This patch adds a new robust_list() syscall. The current syscall
can't be expanded to cover the following use case, so a new one is
needed. This new syscall allows users to set multiple robust lists per
process and to have either 32bit or 64bit pointers in the list.
* Use case
FEX-Emu[1] is an application that runs x86 and x86-64 binaries on an
AArch64 Linux host. One of the tasks of FEX-Emu is to translate syscalls
from one platform to another. Existing set_robust_list() can't be easily
translated because of two limitations:
1) x86 apps can have 32bit pointers robust lists. For a x86-64 kernel
this is not a problem, because of the compat entry point. But there's
no such compat entry point for AArch64, so the kernel would do the
pointer arithmetic wrongly. Is also unviable to userspace to keep
track every addition/removal to the robust list and keep a 64bit
version of it somewhere else to feed the kernel. Thus, the new
interface has an option of telling the kernel if the list is filled
with 32bit or 64bit pointers.
2) Apps can set just one robust list (in theory, x86-64 can set two if
they also use the compat entry point). That means that when a x86 app
asks FEX-Emu to call set_robust_list(), FEX have two options: to
overwrite their own robust list pointer and make the app robust, or
to ignore the app robust list and keep the emulator robust. The new
interface allows for multiple robust lists per application, solving
this.
* Interface
This is the proposed interface:
long set_robust_list2(void *head, int index, unsigned int flags)

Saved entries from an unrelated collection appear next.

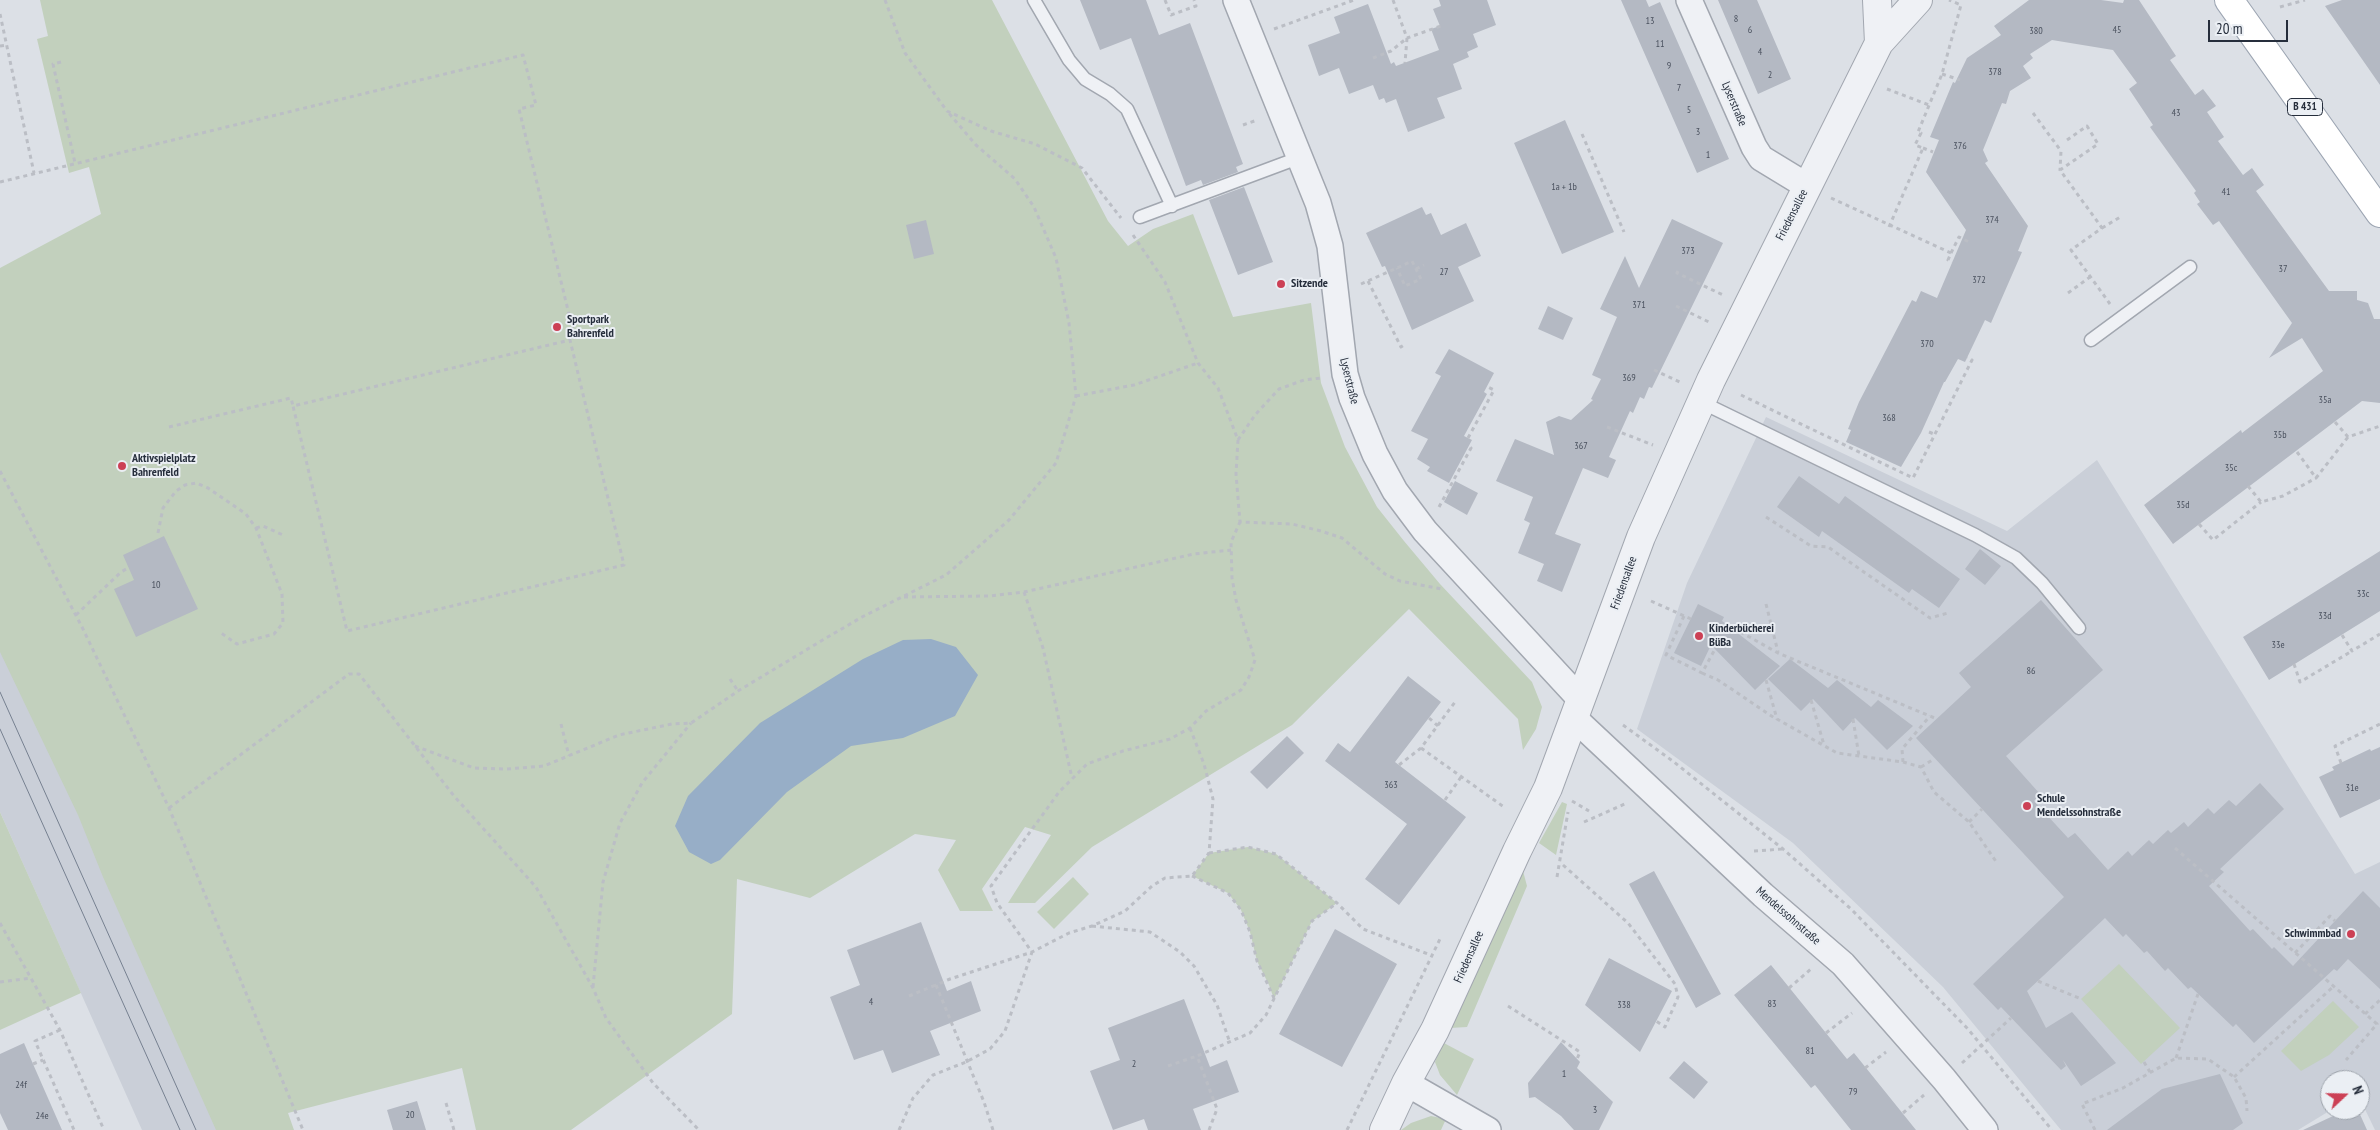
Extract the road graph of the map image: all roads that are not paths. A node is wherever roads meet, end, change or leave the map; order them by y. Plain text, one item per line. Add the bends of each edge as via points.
1 (1034, 0) edge
2 (1236, 0) edge
3 (1689, 0) edge
4 (1878, 0) edge
5 (1918, 0) edge
6 (2229, 0) edge
7 (1879, 43) junction
8 (1301, 157) junction
9 (1816, 191) junction
10 (1172, 206) junction
11 (2380, 213) edge
12 (1140, 218) dead end
13 (2190, 267) dead end
14 (2091, 340) dead end
15 (1694, 394) junction
16 (2079, 628) dead end
17 (1577, 709) junction
18 (1406, 1083) junction
19 (1384, 1130) edge
20 (1488, 1130) edge
21 (1985, 1130) edge

1 - 10 lane via 1085,79 1127,109
2 - 8 street, Lyserstraße
3 - 9 street, Lyserstraße via 1754,147 1762,158
4 - 7 street, Friedensallee
5 - 7 street, Friedensallee
6 - 11 main road, B 431
7 - 9 street, Friedensallee
8 - 10 lane
8 - 17 street, Lyserstraße via 1330,246 1345,374 1375,454 1395,491 1425,531
9 - 15 street, Friedensallee
10 - 12 lane
13 - 14 lane
15 - 16 lane via 2016,558 2042,583
15 - 17 street, Friedensallee
17 - 18 street, Friedensallee via 1548,788 1435,1030
17 - 21 street, Mendelssohnstraße via 1597,741 1842,964 1937,1084
18 - 19 street, Friedensallee
18 - 20 street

`head` is the head of the userspace struct robust_list_head, just as old
set_robust_list(). It needs to be a void pointer since it can point to a normal
robust_list_head or a compat_robust_list_head.

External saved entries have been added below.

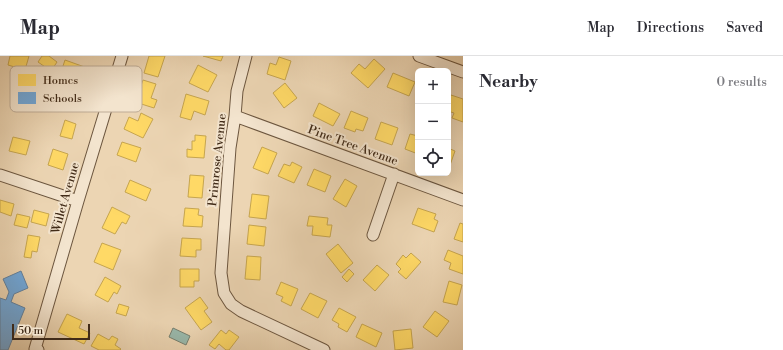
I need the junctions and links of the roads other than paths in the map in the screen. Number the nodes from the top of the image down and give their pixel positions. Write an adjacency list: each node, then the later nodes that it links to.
1 (122, 56): 4 (street, Willet Avenue)
2 (246, 56): 7 (street, Primrose Avenue)
3 (419, 56): 5 (street)
4 (119, 66)
5 (463, 72)
6 (105, 112): 11 (street, Willet Avenue)
7 (235, 116): 8 (street, Pine Tree Avenue); 13 (street, Primrose Avenue)
8 (394, 174): 10 (street, Pine Tree Avenue); 12 (street)
9 (0, 175): 11 (street)
10 (463, 200)
11 (78, 201): 14 (street, Willet Avenue)
12 (373, 235)
13 (304, 346): 15 (street, Primrose Avenue)
14 (36, 349)
15 (324, 350)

`flags` can be used for defining the list type:
enum robust_list_type {
ROBUST_LIST_32BIT,
ROBUST_LIST_64BIT,
};
`index` is the index in the internal robust_list's linked list (the naming
starts to get confusing, I reckon). If `index == -1`, that means that user wants
to set a new robust_list, and the kernel will append it in the end of the list,
assign a new index and return this index to the user. If `index >= 0`, that
means that user wants to re-set `*head` of an already existing list (similarly
to what happens when you call set_robust_list() twice with different `*head`).
If `index` is out of range, or it points to a non-existing robust_list, or if
the internal list is full, an error is returned.
* Implementation
The implementation re-uses most of the existing robust list interface as
possible. The new task_struct member `struct list_head robust_list2` is just a
linked list where new lists are appended as the user requests more lists, and by
futex_cleanup(), the kernel walks through the internal list feeding
exit_robust_list() with the robust_list's.
This implementation supports up to 10 lists (defined at ROBUST_LISTS_PER_TASK),
but it was an arbitrary number for this RFC. For the described use case above, 4
should be enough, I'm not sure which should be the limit.
It doesn't support list removal (should it support?). It doesn't have a proper
get_robust_list2() yet as well, but I can add it in a next revision. We could
also have a generic robust_list() syscall that can be used to set/get and be
controlled by flags.
The new interface has a `unsigned int flags` argument, making it
extensible for future use cases as well.
It refuses unaligned `head` addresses. It doesn't have a limit for elements in a
single list (like ROBUST_LIST_LIMIT), it destroys the list as it is parsed to be
safe against circular lists.
* Testing
This patcheset has a selftest patch that expands this one:
https://lore.kernel.org/lkml/20250212131123.37431-1-andrealmeid@igalia.com/
Also, FEX-Emu added support for this interface to validate it:
https://github.com/FEX-Emu/FEX/pull/3966
Feedback is very welcomed!
Thanks,
André
[1] https://github.com/FEX-Emu/FEX
Changelog:
- Fixed compilation issues when CONFIG_COMPAT or CONFIG_FUTEX are not
set
- Rebased on top of new futex work (private hash)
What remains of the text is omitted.